_Directions:_ As the answer, set down the lines below from the one containing "thumb mcp: (226, 225)" through the one containing "pinky tip: (352, 175)", exactly and inclusively, and no others.
__________
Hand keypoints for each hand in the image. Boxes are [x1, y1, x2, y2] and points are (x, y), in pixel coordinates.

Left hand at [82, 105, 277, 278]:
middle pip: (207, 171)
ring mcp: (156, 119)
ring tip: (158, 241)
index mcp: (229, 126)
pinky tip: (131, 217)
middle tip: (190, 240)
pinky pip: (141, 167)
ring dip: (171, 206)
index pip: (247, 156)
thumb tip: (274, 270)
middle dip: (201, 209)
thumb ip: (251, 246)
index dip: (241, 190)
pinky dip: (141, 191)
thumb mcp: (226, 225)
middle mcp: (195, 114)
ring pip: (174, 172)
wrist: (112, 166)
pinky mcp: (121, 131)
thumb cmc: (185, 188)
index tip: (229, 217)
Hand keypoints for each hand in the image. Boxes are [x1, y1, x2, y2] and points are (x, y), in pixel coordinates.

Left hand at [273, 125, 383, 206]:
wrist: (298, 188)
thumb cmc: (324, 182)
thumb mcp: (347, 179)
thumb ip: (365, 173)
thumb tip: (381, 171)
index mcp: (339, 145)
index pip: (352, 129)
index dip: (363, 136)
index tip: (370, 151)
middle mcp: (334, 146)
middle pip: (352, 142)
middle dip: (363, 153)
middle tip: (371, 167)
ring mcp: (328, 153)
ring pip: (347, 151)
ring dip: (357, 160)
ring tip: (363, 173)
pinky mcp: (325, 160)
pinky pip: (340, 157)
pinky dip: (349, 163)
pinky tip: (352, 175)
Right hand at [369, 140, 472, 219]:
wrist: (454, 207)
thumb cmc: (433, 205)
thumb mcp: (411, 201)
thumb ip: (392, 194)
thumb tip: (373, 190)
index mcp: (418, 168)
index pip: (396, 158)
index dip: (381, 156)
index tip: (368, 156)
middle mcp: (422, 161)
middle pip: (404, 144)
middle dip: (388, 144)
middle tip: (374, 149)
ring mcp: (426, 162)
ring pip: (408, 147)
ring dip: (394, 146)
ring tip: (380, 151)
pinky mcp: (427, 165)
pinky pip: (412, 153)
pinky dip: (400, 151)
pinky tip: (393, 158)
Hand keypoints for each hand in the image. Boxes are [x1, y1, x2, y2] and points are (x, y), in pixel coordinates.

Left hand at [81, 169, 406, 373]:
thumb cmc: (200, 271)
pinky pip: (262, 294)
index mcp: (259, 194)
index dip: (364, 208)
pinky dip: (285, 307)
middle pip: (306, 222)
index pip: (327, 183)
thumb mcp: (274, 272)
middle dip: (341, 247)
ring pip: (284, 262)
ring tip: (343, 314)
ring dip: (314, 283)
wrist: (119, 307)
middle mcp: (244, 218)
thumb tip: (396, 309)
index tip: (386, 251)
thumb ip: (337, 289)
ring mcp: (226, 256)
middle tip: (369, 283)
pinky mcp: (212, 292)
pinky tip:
__________
_Answer for the task:_
thumb mcp: (226, 225)
middle mcp: (195, 114)
ring pip: (174, 172)
wrist: (112, 166)
pinky mcp: (121, 131)
thumb cmc: (185, 188)
index tip: (229, 217)
Hand keypoints for each hand in the image. Boxes are [x1, y1, x2, y2] and points are (x, y), in pixel coordinates.

Left hand at [273, 125, 383, 206]:
wrist: (298, 188)
thumb cmc: (324, 182)
thumb mcp: (347, 179)
thumb ip: (365, 173)
thumb tip: (381, 171)
index mcp: (339, 145)
index pip: (352, 129)
index dip: (363, 136)
index tip: (370, 151)
middle mcp: (334, 146)
middle pip: (352, 142)
middle dip: (363, 153)
middle tip: (371, 167)
ring mcp: (328, 153)
ring pip: (347, 151)
ring dip: (357, 160)
ring tip: (363, 173)
pinky mcp: (325, 160)
pinky pip: (340, 157)
pinky dip: (349, 163)
pinky tip: (352, 175)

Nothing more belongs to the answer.